Last Friday, The Anchorage Daily News--along with a good chunk of the political press corps in Alaska--got their hands on a 500-page unpublished manuscript by Frank Bailey, a former aide to Sarah Palin who grew disillusioned with his boss. Bailey, who wrote the book with two co-authors, worked on Palin's 2006 gubernatorial campaign and stayed on as part of her "inner circle" during her 2008 vice presidential run. The book comes with all sorts of caveats--it's not yet published, there's been no outside verifcation, and Palin has yet to comment--but these are the new nuggets that Palin obsessives are digesting: 

  • Palin may have violated Alaska's state election law by collaborating with the Republican Governor's Association on a campaign ad. "State candidates can't team up with soft-money groups such as the Republican Governor's Association, which paid for TV commericials and mailers in Alaska during the election in a purported 'independent' effort," the Anchorage Daily News' Sean Cockerham and Kyle Hopkins explain.
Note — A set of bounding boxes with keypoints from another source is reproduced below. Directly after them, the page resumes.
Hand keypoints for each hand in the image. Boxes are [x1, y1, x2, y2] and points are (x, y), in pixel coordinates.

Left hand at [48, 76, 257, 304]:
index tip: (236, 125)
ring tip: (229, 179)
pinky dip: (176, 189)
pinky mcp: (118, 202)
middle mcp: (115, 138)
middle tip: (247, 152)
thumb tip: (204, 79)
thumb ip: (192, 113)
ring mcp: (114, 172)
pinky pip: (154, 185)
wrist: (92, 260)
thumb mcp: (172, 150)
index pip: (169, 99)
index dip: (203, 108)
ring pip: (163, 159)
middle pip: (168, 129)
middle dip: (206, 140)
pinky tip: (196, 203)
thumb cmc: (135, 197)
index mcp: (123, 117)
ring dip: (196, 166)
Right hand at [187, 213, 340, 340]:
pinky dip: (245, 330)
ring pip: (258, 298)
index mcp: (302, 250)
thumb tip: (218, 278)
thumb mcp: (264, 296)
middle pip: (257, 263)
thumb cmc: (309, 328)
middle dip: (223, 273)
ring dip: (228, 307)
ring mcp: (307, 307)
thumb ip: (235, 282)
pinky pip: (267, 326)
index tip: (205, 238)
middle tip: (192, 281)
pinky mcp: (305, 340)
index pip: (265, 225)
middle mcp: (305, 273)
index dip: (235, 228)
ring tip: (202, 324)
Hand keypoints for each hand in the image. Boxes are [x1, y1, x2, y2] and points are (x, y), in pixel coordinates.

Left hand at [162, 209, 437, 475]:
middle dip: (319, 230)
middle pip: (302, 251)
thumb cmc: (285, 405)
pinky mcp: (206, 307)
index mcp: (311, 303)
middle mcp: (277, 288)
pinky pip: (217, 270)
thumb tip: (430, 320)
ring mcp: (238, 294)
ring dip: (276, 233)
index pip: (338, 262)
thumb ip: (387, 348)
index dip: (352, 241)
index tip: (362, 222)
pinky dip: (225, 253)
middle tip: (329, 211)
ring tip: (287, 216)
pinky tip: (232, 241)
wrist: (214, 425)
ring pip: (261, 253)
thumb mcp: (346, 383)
  • Bailey claims he was "recruited" by Palin's husband, Todd, to take down Mike Wooten, a fire trooper who was engaged in a child custody battle with Palin's sister, his ex-wife. According to Bailey, "Todd Palin kept feeding him information on Wooten, which he passed on to troopers." Bailey also asserts that the selection of Superior Court Judge Morgan Christen as one of the top two judges considered for Supreme Court appointment by the governor was directly influenced by Christen's ruling against Wooten in the custody fight with Palin's sister.
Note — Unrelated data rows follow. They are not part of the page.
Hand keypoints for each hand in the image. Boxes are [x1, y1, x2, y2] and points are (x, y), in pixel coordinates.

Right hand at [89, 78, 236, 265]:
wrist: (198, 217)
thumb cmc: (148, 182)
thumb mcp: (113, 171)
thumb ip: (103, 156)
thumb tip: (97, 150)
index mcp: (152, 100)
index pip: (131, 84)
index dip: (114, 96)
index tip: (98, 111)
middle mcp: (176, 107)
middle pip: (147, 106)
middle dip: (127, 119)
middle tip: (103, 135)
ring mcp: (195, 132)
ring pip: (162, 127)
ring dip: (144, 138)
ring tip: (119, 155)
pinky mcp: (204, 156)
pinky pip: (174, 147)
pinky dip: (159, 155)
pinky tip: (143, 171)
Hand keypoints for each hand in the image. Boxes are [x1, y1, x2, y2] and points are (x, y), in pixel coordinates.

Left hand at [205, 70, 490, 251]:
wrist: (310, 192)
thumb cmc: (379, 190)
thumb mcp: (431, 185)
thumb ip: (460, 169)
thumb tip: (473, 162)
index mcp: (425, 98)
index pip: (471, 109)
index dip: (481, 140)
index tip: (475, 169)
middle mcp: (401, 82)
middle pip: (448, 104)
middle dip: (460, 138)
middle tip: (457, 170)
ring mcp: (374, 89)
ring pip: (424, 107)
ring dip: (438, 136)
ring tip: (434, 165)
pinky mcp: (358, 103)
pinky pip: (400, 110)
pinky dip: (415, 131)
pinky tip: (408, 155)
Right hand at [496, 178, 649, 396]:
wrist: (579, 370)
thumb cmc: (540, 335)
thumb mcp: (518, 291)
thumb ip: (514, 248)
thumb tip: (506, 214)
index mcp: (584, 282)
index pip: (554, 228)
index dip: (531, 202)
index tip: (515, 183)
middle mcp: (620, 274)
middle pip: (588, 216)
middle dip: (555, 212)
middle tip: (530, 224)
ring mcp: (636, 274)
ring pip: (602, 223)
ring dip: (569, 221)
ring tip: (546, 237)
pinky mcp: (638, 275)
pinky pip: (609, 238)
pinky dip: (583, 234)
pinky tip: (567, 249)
  • Palin supposedly abandoned a commitment to work with the Alaska Family Council to promote a ballot initiative outlawing abortions for teens because she was working on her book. In the manuscript, Bailey writes that this was the final straw, as he had realized Palin was motivated primarily by the prospect of making money.

  • Bailey claims that the campaign trail revealed Palin's widespread support was less than genuine. Bailey recalls, "we set our sights and went after opponents in coordinated attacks, utilizing what we called 'Fox News surrogates,' friendly blogs, ghost-written op-eds, media opinion polls (that we often rigged), letters to editors, and carefully edited speeches."